Attending a press conference hosted by Radio 702 on Tuesday, he reacted with visible irritation as an e.tv journalist grilled him about his evidence that he had taken the shower to minimise his risk of contracting HIV.
"But if you've been in the kitchen, my dear, peeling onions, you wash your hands, not so? What was funny about washing my hands after doing something? What's the problem?" he asked.
The reporter responded: "But Mr Zuma, Aids is a big problem in this country and saying things like taking a shower..."
Zuma retorted: "And hygiene is a big problem in this country. Clean yourself."
Zuma told the journalist that widely published reports about his evidence regarding the shower appeared to be "part of your profession's selective reporting".
"Firstly, I'm not certain how and why the shower thing was singled out," said Zuma, adding that he had made the contentious shower comment during cross-examination by state advocate Charin de Beer.
"I did not just voluntarily say I believe a shower takes it (HIV) away. She asked me why did I need to go and have a shower and I said as an additional measure to me to clean myself, because I knew the type of person I was sleeping with. That's an honest answer I gave.
"I didn't say, as it has been reported, that showering is a cure for Aids."
Zuma stressed that his decision to have the shower was "part of the additional things I had to do, because I knew that I'd done something I was not supposed to do".
The e.tv reporter insisted: "So do you advise South Africans to take showers as an additional means to protect themselves (from HIV)?"

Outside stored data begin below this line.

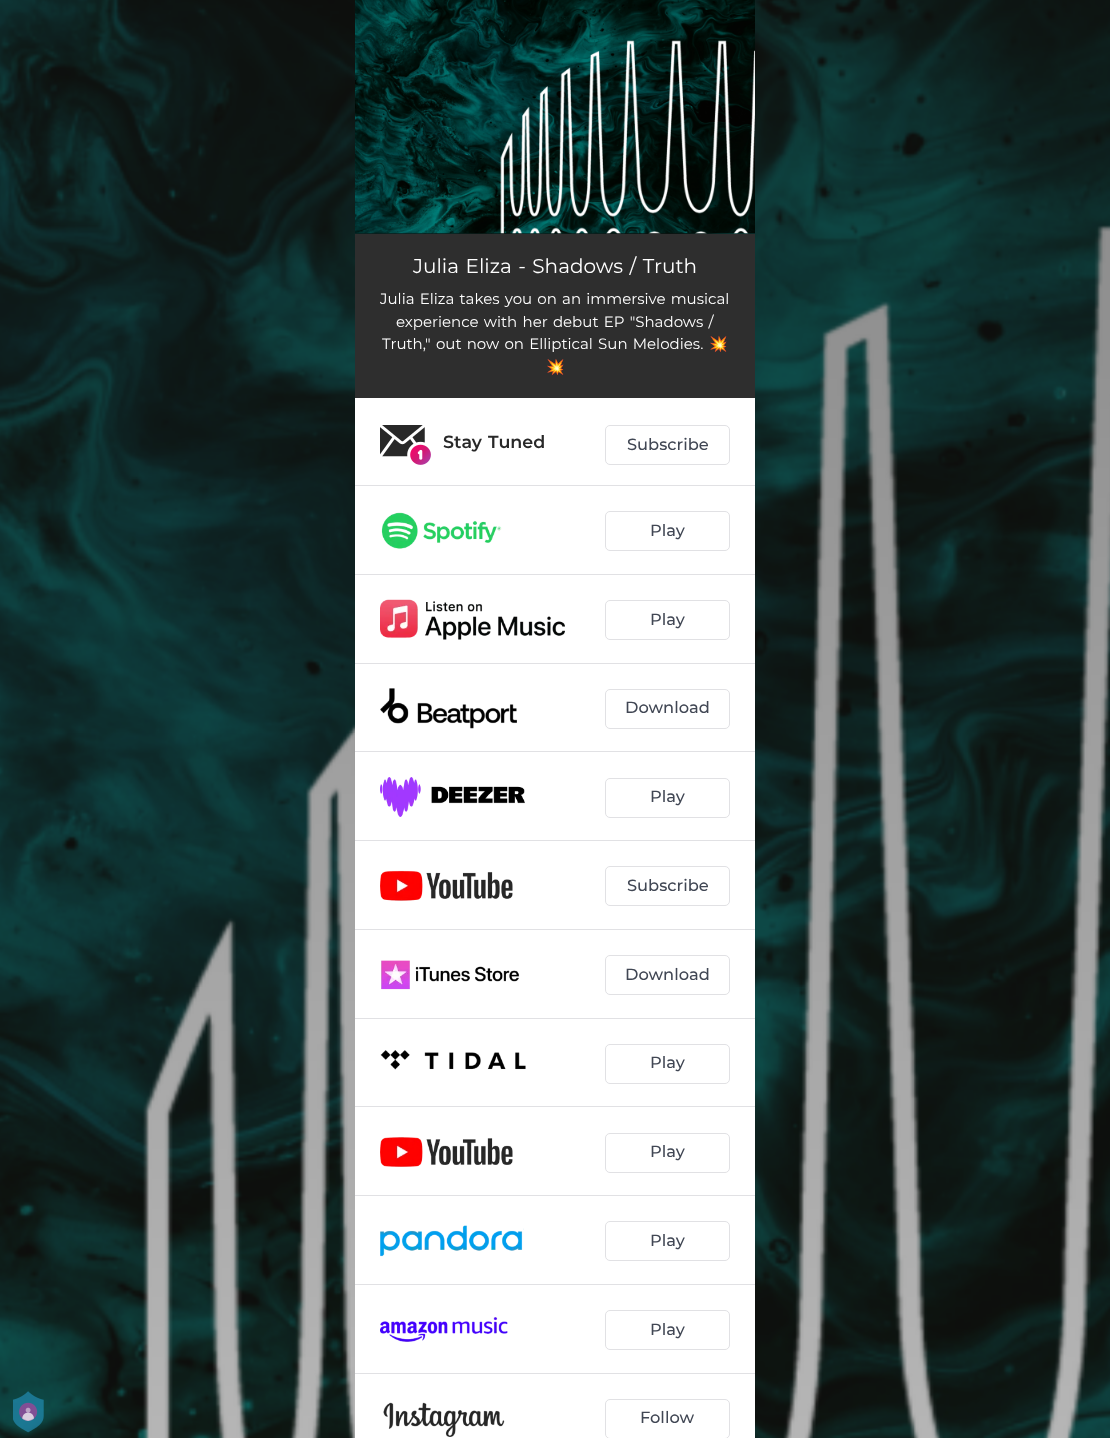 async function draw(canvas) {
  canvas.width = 1110
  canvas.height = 1438
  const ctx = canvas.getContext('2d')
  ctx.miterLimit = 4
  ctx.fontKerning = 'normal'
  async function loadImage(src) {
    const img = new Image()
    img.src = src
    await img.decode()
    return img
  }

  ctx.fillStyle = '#fff'
  ctx.fillRect(0, 0, 1110, 1438)
  ctx.drawImage(await loadImage('image1.png'), 0, 0, 1110, 1438)
  ctx.drawImage(await loadImage('image0.png'), 13, 1391, 31, 42)
  ctx.drawImage(await loadImage('image2.png'), 355, 0, 400, 234)
  ctx.fillStyle = '#2e2e2e'
  ctx.fillRect(355, 234, 400, 164)
  ctx.wordSpacing = '1.25px'
  ctx.font = '20px Montserrat'
  ctx.fillStyle = '#fff'
  ctx.fillText('Julia Eliza - Shadows / Truth', 413, 273)
  ctx.font = '15px Montserrat'
  ctx.fillText('Julia Eliza takes you on an immersive musical', 380, 304)
  ctx.fillText('experience with her debut EP "Shadows /', 396, 327)
  ctx.fillText('Truth," out now on Elliptical Sun Melodies.', 382, 349)
  ctx.wordSpacing = '0px'
  ctx.font = '15px Noto Color Emoji'
  ctx.fillText('💥', 709, 349)
  ctx.fillText('💥', 546, 372)
  ctx.fillRect(355, 398, 400, 1040)
  ctx.fillStyle = '#e1e1e4'
  ctx.fillRect(355, 485, 400, 1)
  ctx.drawImage(await loadImage('image3.png'), 380, 425, 51, 40)
  ctx.wordSpacing = '1.25px'
  ctx.font = '600 17.5px Montserrat'
  ctx.fillStyle = '#282828'
  ctx.fillText('Stay Tuned', 443, 448)
  ctx.beginPath()
  ctx.roundRect(605.5, 425.5, 124, 39, 4.5)
  ctx.strokeStyle = '#e1e1e4'
  ctx.stroke()
  ctx.wordSpacing = '0px'
  ctx.font = '500 16.25px Montserrat'
  ctx.fillStyle = '#414754'
  ctx.fillText('Subscribe', 627, 450)
  ctx.fillStyle = '#e1e1e4'
  ctx.fillRect(355, 574, 400, 1)
  ctx.drawImage(await loadImage('image4.png'), 381, 512, 121, 37)
  ctx.beginPath()
  ctx.roundRect(605.5, 511.5, 124, 39, 4.5)
  ctx.stroke()
  ctx.fillStyle = '#414754'
  ctx.fillText('Play', 650, 536)
  ctx.fillStyle = '#e1e1e4'
  ctx.fillRect(355, 663, 400, 1)
  ctx.drawImage(await loadImage('image5.png'), 380, 599, 185, 41)
  ctx.beginPath()
  ctx.roundRect(605.5, 600.5, 124, 39, 4.5)
  ctx.stroke()
  ctx.fillStyle = '#414754'
  ctx.fillText('Play', 650, 625)
  ctx.fillStyle = '#e1e1e4'
  ctx.fillRect(355, 751, 400, 1)
  ctx.drawImage(await loadImage('image6.png'), 380, 688, 137, 41)
  ctx.beginPath()
  ctx.roundRect(605.5, 689.5, 124, 39, 4.5)
  ctx.stroke()
  ctx.fillStyle = '#414754'
  ctx.fillText('Download', 625, 713)
  ctx.fillStyle = '#e1e1e4'
  ctx.fillRect(355, 840, 400, 1)
  ctx.drawImage(await loadImage('image7.png'), 380, 777, 145, 40)
  ctx.beginPath()
  ctx.roundRect(605.5, 778.5, 124, 39, 4.5)
  ctx.stroke()
  ctx.fillStyle = '#414754'
  ctx.fillText('Play', 650, 802)
  ctx.fillStyle = '#e1e1e4'
  ctx.fillRect(355, 929, 400, 1)
  ctx.drawImage(await loadImage('image8.png'), 380, 870, 133, 31)
  ctx.beginPath()
  ctx.roundRect(605.5, 866.5, 124, 39, 4.5)
  ctx.stroke()
  ctx.fillStyle = '#414754'
  ctx.fillText('Subscribe', 627, 891)
  ctx.fillStyle = '#e1e1e4'
  ctx.fillRect(355, 1018, 400, 1)
  ctx.drawImage(await loadImage('image9.png'), 381, 960, 139, 30)
  ctx.beginPath()
  ctx.roundRect(605.5, 955.5, 124, 39, 4.5)
  ctx.stroke()
  ctx.fillStyle = '#414754'
  ctx.fillText('Download', 625, 980)
  ctx.fillStyle = '#e1e1e4'
  ctx.fillRect(355, 1106, 400, 1)
  ctx.drawImage(await loadImage('image10.png'), 380, 1050, 146, 20)
  ctx.beginPath()
  ctx.roundRect(605.5, 1044.5, 124, 39, 4.5)
  ctx.stroke()
  ctx.fillStyle = '#414754'
  ctx.fillText('Play', 650, 1068)
  ctx.fillStyle = '#e1e1e4'
  ctx.fillRect(355, 1195, 400, 1)
  ctx.drawImage(await loadImage('image11.png'), 380, 1137, 133, 30)
  ctx.beginPath()
  ctx.roundRect(605.5, 1133.5, 124, 39, 4.5)
  ctx.stroke()
  ctx.fillStyle = '#414754'
  ctx.fillText('Play', 650, 1157)
  ctx.fillStyle = '#e1e1e4'
  ctx.fillRect(355, 1284, 400, 1)
  ctx.drawImage(await loadImage('image12.png'), 380, 1225, 144, 32)
  ctx.beginPath()
  ctx.roundRect(605.5, 1221.5, 124, 39, 4.5)
  ctx.stroke()
  ctx.fillStyle = '#414754'
  ctx.fillText('Play', 650, 1246)
  ctx.fillStyle = '#e1e1e4'
  ctx.fillRect(355, 1373, 400, 1)
  ctx.drawImage(await loadImage('image13.png'), 380, 1317, 128, 25)
  ctx.beginPath()
  ctx.roundRect(605.5, 1310.5, 124, 39, 4.5)
  ctx.stroke()
  ctx.fillStyle = '#414754'
  ctx.fillText('Play', 650, 1335)
  ctx.drawImage(await loadImage('image14.png'), 383, 1402, 122, 35)
  ctx.beginPath()
  ctx.roundRect(605.5, 1399.5, 124, 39, 4.5)
  ctx.stroke()
  ctx.fillText('Follow', 640, 1423)
}

draw(document.querySelector('canvas'))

Zuma answered: "If they don't take a shower after having sex for many days, they'll be wrong."
Confronted by suggestions that some of the evidence he had given in his rape case trial had raised questions about his credibility as a leader, Zuma responded: "I'm not an angel, I live in this world. I think the court is a different place.

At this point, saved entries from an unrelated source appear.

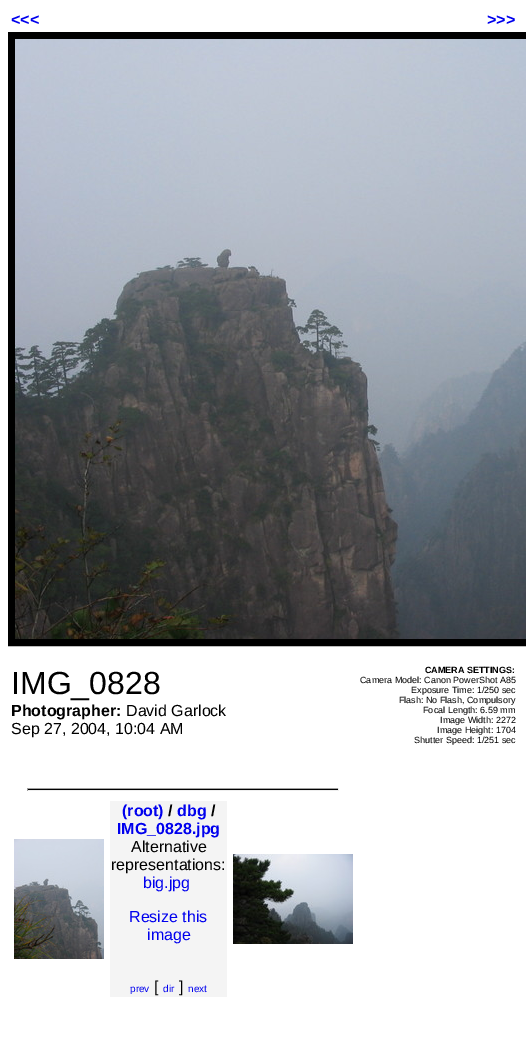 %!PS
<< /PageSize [526 1043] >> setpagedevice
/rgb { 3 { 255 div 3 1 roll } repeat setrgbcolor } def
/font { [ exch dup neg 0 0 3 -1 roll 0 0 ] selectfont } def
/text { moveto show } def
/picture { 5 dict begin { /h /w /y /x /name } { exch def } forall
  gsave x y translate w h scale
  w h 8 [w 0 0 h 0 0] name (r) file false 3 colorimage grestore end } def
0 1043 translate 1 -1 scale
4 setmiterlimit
255 255 255 rgb
0 0 526 1043 rectfill
0 0 0 rgb
7 setlinewidth
11.5 35.5 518 607 rectstroke
(img_01.rgb) 15 39 511 600 picture
27 789 312 1 rectfill
159 159 159 rgb
27 788 312 1 rectfill
238 238 238 rgb
338 788 1 3 rectfill
27 790 312 1 rectfill
159 159 159 rgb
27 788 1 3 rectfill
(img_02.rgb) 14 839 90 120 picture
244 244 244 rgb
110 801 117 196 rectfill
(img_03.rgb) 233 854 120 90 picture
/LiberationSans-Bold 16 font
0 0 238 rgb
(<<<) 11 25 text
(>>>) 487 25 text
/LiberationSans-Regular 32 font
0 0 0 rgb
(IMG_0828) 11 694 text
/LiberationSans-Bold 16 font
(Photographer:) 11 716 text
/LiberationSans-Regular 16 font
(David Garlock) 126 716 text
(Sep 27, 2004, 10:04 AM) 11 734 text
/LiberationSans-Bold 16 font
0 0 238 rgb
(\(root\)) 122 816 text
0 0 0 rgb
(/) 168 816 text
0 0 238 rgb
(dbg) 177 816 text
0 0 0 rgb
(/) 211 816 text
0 0 238 rgb
(IMG_0828.jpg) 117 834 text
/LiberationSans-Regular 16 font
0 0 0 rgb
(Alternative) 131 852 text
(representations:) 111 870 text
0 0 238 rgb
(big.jpg) 143 888 text
(Resize this) 129 922 text
(image) 147 940 text
/LiberationSans-Regular 10 font
(prev) 130 992 text
/LiberationSans-Regular 16 font
0 0 0 rgb
([) 154 992 text
/LiberationSans-Regular 10 font
0 0 238 rgb
(dir) 163 992 text
/LiberationSans-Regular 16 font
0 0 0 rgb
(]) 179 992 text
/LiberationSans-Regular 10 font
0 0 238 rgb
(next) 188 992 text
/LiberationSans-Bold 9 font
0 0 0 rgb
(CAMERA SETTINGS:) 425 673 text
/LiberationSans-Regular 9 font
(Camera Model: Canon PowerShot A85) 360 683 text
(Exposure Time: 1/250 sec) 411 693 text
(Flash: No Flash, Compulsory) 399 703 text
(Focal Length: 6.59 mm) 423 713 text
(Image Width: 2272) 440 723 text
(Image Height: 1704) 437 733 text
(Shutter Speed: 1/251 sec) 414 743 text
showpage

"In court, you cannot say I'm going to be diplomatic. In court, you take an oath, you must tell the truth, no matter what the truth is."
Zuma also revealed that he felt "very proud" of his 23-year-old daughter, Duduzile, whose testimony about the events on the night of the alleged rape helped to prove that her father's accuser was a liar.
He refused to be drawn on how he felt about the trauma his daughter - whose 44-year-old mother Kate died tragically nearly six years ago - had been forced to endure to defend him.
"My daughter had no alternative... she was the only person in the house and I think her evidence was very crucial to determine what happened. I'm very proud of her because she told the truth as she saw it."
Despite Judge Willem van der Merwe's criticism of his decision to have unprotected sex as "inexcusable", Zuma said he did not have a problem with the comments. He added that the judge had been "fair" throughout the trial and had "made me feel confident in the justice system".
Asked about his feelings towards the complainant - who Zuma conceded it had been a "mistake" to sleep with - he said he had no problem with her. He would also have no problem with contacting her, but was worried about how such contact would be perceived.